The Mets have completed their first week of Spring Training games in 2019. Here are some of the more notable performances amongst the fringe roster players thus far. Included in the stat lines is opponent quality, an important contextual measure that aggregates the levels that the player’s opponents played at in the previous season (10 is a major leaguer, 8 is a AAA player, 7 at AA, and so on — no one in camp as a figure greater than 9.0).
Pete Alonso — 16 PA, .357/.438/.643, 2 BB, 2 SO, 7.5 OppQual
Alonso only added more fuel to his prospect hype by destroying the first pitch he saw this spring.
Pete Alonso my GOODNESS pic.twitter.com/RO6IiLdhot
— Jacob Resnick (@Jacob_Resnick) February 23, 2019
He’s also done a good job of avoiding the strikeout so far, which is a welcome sign considering he fanned in over a quarter of his Triple-A plate appearances last season. Alonso has occasionally shown why his defensive abilities have raised questions in the past, but you can’t say he isn’t working on it.
Dominic Smith — 19 PA, .500/.579/.688, 3 BB, 3 SO, 7.3 OppQual
With Alonso more than breathing down his neck, Smith is looking more comfortable at the plate than he ever has in a Mets uniform. His hot start culminated with a towering home run on Sunday.
— Jacob Resnick (@Jacob_Resnick) March 3, 2019
Whether Smith is finally coming into his own as a major leaguer or not, it’s hard not to root for him. He looks he’s playing in his own body and not someone else’s, and if the Mets want to prioritize defense at first base, he’s the top internal option. If the bat comes around, Smith shouldn’t be spending any more time toiling away in Triple-A.
Hector Santiago — 3 G, 21 BF, 1 BB, 8 SO, 4 H, 1 ER, 8.3 OppQual
The early leader in Mets camp in strikeouts? That would be Santiago, whose eight punchouts is five more than any other reliever. His stuff hasn’t been overpowering, topping out at 93 and 94 mph, but he has shown why he has been able to stick around in the majors for as long as he has.
Santiago’s splits out of the bullpen have been markedly better than in the rotation, so it’s possible the Mets take the veteran on the Opening Day bullpen as a second lefty to Justin Wilson or a long man in addition to Luis Avilan.

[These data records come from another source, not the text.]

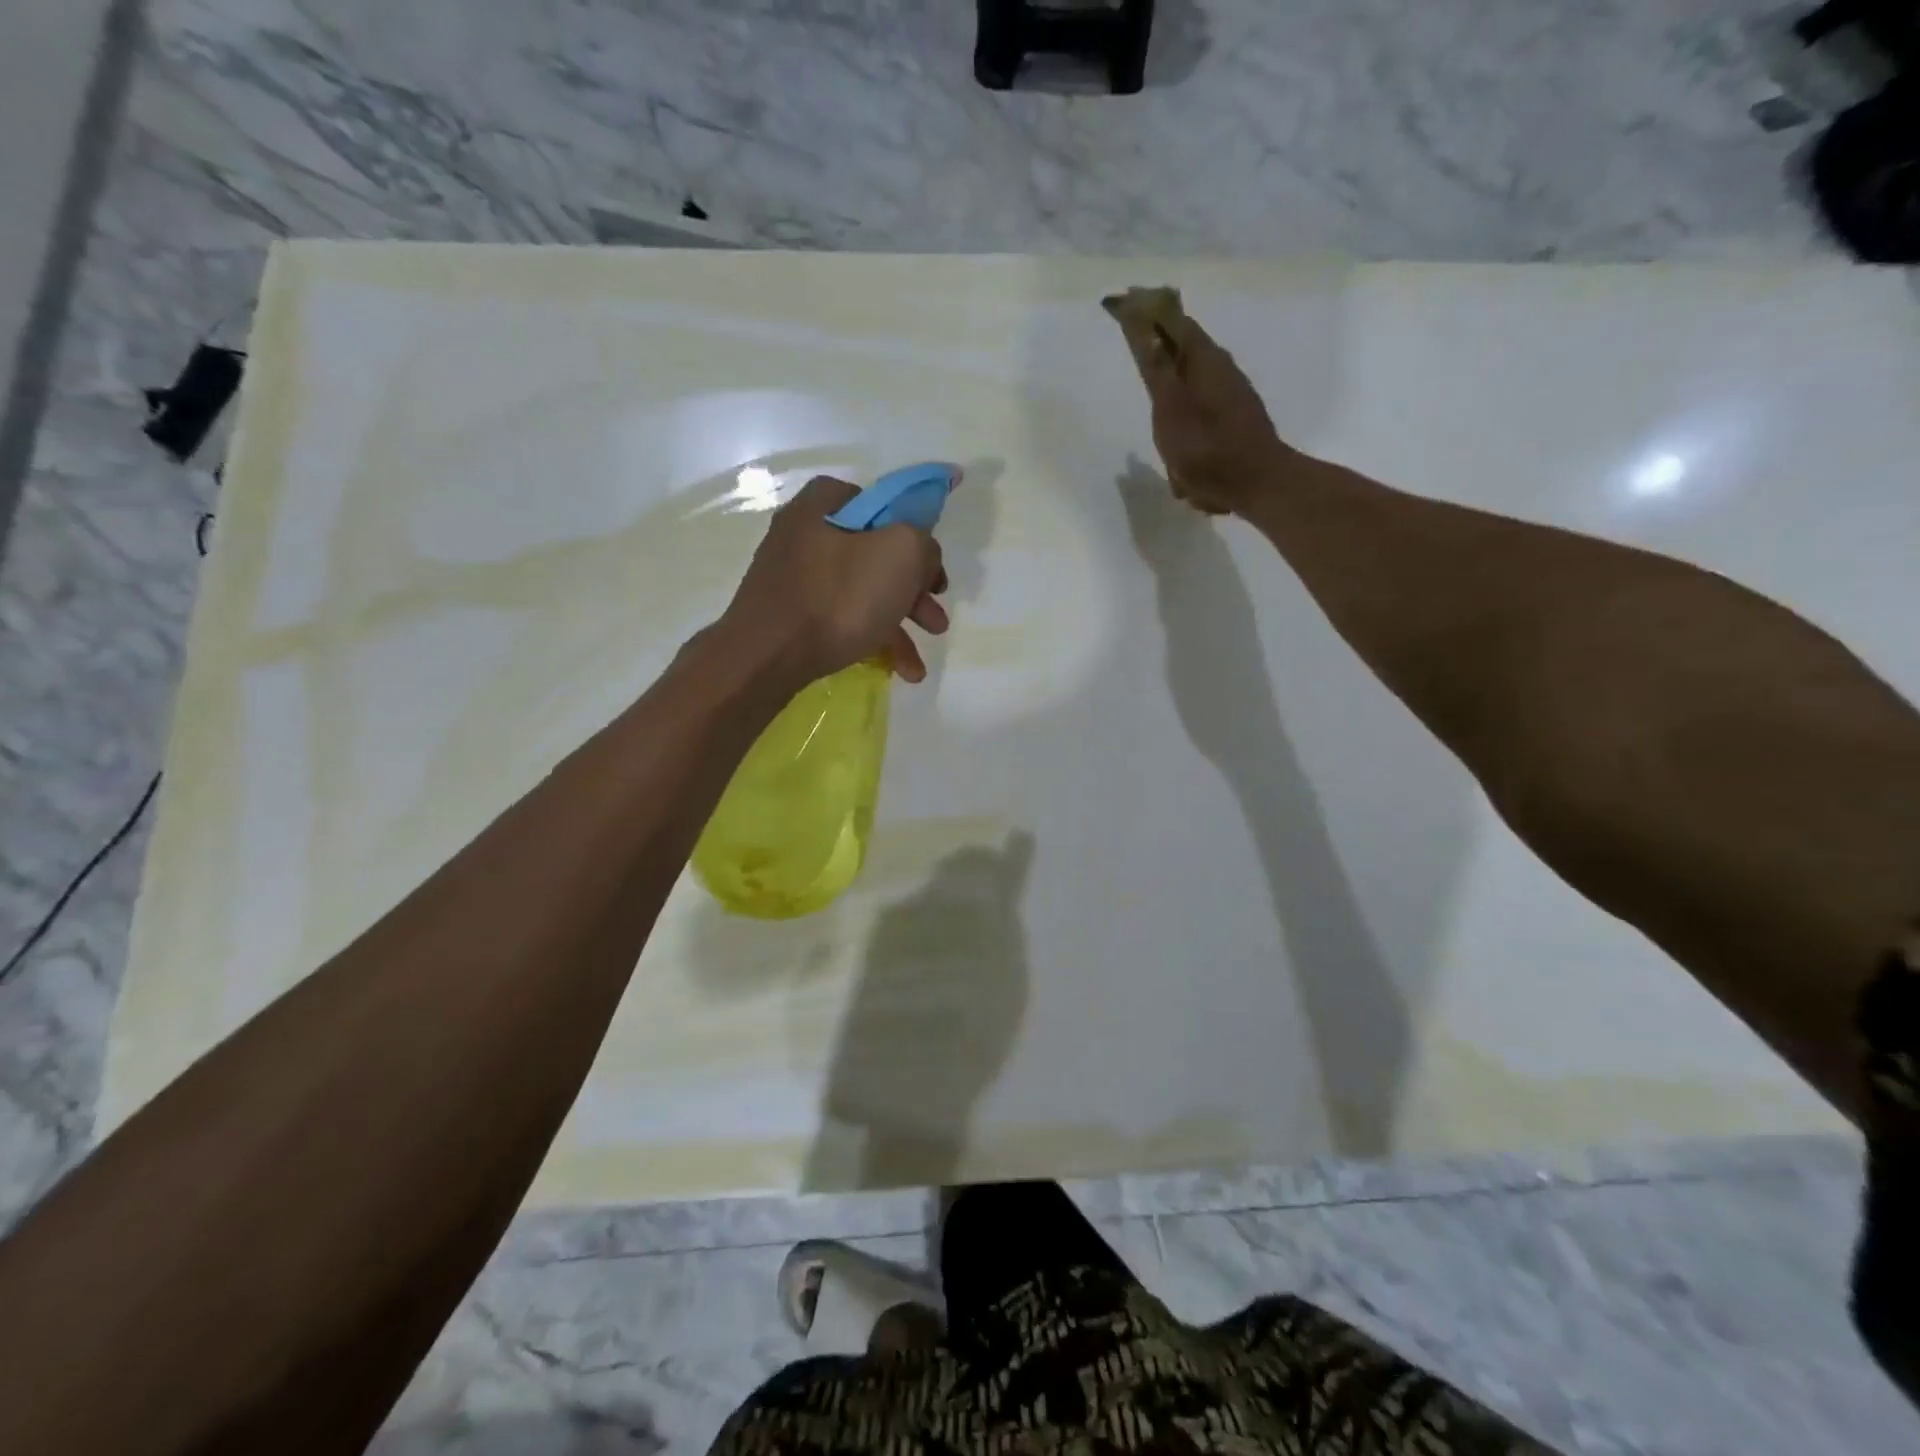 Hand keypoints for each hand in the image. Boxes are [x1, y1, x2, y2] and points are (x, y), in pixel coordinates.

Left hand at [720, 475, 949, 686]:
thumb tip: (922, 558)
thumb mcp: (901, 553)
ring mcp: (794, 576)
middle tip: (936, 620)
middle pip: (875, 554)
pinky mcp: (790, 614)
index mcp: (825, 504)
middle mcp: (805, 532)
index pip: (881, 504)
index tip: (930, 568)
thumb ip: (924, 544)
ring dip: (899, 625)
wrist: (767, 657)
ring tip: (919, 664)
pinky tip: (899, 670)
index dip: (914, 533)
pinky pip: (841, 618)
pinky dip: (872, 639)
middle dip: (914, 592)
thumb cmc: (837, 597)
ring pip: (862, 592)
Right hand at [1105, 293, 1297, 516]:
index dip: (1146, 311)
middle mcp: (1222, 370)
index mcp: (1204, 360)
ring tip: (1153, 392)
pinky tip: (1177, 436)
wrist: (1258, 485)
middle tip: (1133, 338)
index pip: (1172, 321)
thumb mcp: (1171, 409)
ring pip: (1193, 381)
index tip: (1121, 301)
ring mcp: (1232, 397)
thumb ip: (1156, 368)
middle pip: (1183, 348)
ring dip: (1173, 382)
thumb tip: (1141, 322)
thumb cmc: (1207, 448)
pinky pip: (1201, 409)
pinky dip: (1185, 412)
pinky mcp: (1234, 422)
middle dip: (1159, 343)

More likely, Santiago will accept an assignment to Syracuse and be on call for a promotion.
Tyler Bashlor — 3 G, 20 BF, 4 BB, 1 SO, 4 H, 0 ER, 6.6 OppQual
With Bashlor, what excites me is less about the results and more about the pitches he’s made. He hasn’t thrown in a game in Port St. Lucie yet, so there haven’t been any velocity readings. However, he showed off good command of his slider, which induced a 33.9% whiff rate in his major league time last season.

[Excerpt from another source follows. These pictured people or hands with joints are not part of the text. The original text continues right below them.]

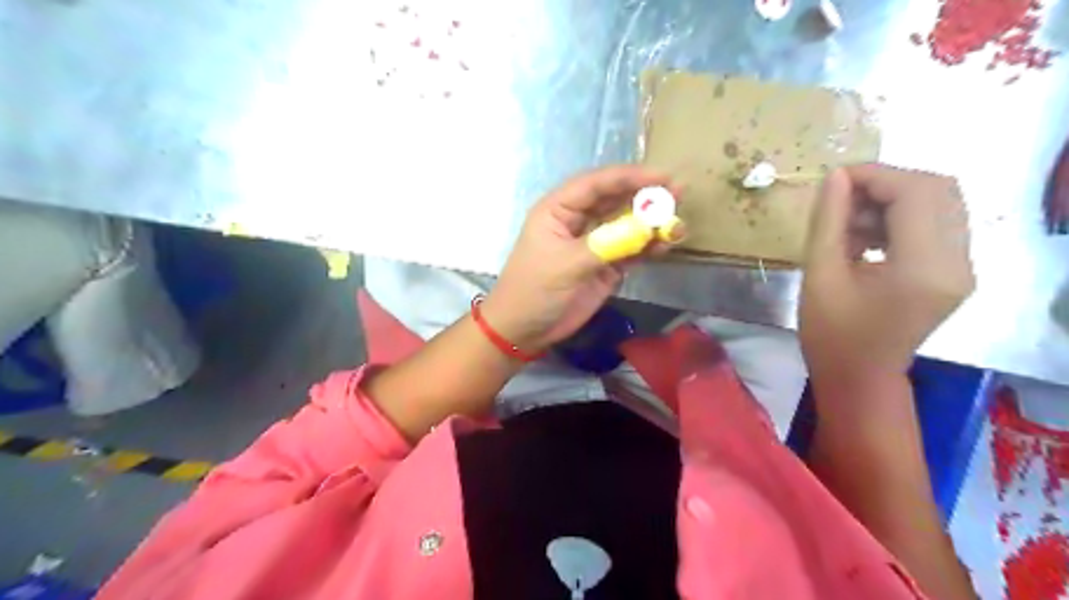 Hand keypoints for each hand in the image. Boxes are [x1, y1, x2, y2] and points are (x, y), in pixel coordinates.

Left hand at [482, 164, 679, 349]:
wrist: (525, 330)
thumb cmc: (535, 290)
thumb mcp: (566, 264)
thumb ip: (607, 244)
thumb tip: (647, 228)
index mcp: (558, 210)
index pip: (595, 184)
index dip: (628, 177)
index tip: (661, 177)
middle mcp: (578, 220)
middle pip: (615, 199)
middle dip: (645, 195)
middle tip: (678, 192)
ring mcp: (594, 243)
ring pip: (626, 224)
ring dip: (651, 223)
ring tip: (678, 223)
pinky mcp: (605, 265)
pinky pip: (631, 250)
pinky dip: (648, 247)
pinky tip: (665, 245)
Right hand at [796, 163, 973, 378]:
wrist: (858, 376)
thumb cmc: (830, 334)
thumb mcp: (819, 275)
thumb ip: (828, 221)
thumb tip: (835, 177)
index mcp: (923, 268)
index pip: (915, 193)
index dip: (874, 175)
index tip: (833, 179)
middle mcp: (957, 262)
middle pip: (938, 190)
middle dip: (885, 183)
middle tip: (841, 198)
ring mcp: (962, 267)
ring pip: (940, 203)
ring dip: (892, 200)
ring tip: (849, 223)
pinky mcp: (954, 272)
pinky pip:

I don’t know if Tyler Bashlor is going to make the Opening Day bullpen (there’s a ton of competition for a couple of spots) but man, his slider looked really good yesterday. #Mets pic.twitter.com/PodfNxbdVp
— Jacob Resnick (@Jacob_Resnick) February 26, 2019
If I had to choose a dark horse to make an impact for the Mets this season, Bashlor would have a good shot at earning the nod. He throws hard but purposeful, gets top-rate spin on both his fastball and slider, and seems like he only needs to tighten up his control to become a factor in the major league bullpen.
Odds and ends
The Mets vowed to take a long look at Rule 5 pick Kyle Dowdy, and they’ve done just that so far, affording him three outings. He looked strong in his debut, but has struggled with his release point consistency since, allowing five hits and four walks. If I had to take a stab at his prospects, Dowdy likely makes the Opening Day roster but his chances of sticking with the team the entire year are slim.
With injuries holding Jed Lowrie and Todd Frazier out of action, David Thompson has seen solid playing time at third base. He’s only managed one hit so far, but it was a big one, going deep against the Astros.
One of the storylines I was watching closely heading into spring games was how left-handers Anthony Kay and David Peterson would fare in their first big league camp. The pair have seen virtually mirrored results, with Kay impressing in his first outing and struggling in his second and Peterson doing the opposite. Spring games do not provide the best environments for minor league starters to stand out, so I would be more interested in how Kay and Peterson look in their side sessions than in games.
Minor leaguers Sebastian Espino and Dario Pizzano both homered this week off camera. Espino’s round-tripper was of the inside-the-park variety, after the center fielder overran the ball off the 18-year-old’s bat. Pizzano was signed as a free agent in November, and as of now looks penciled into Binghamton’s lineup.
Ali Sanchez has gotten significant run behind the plate and has put his defensive reputation on display.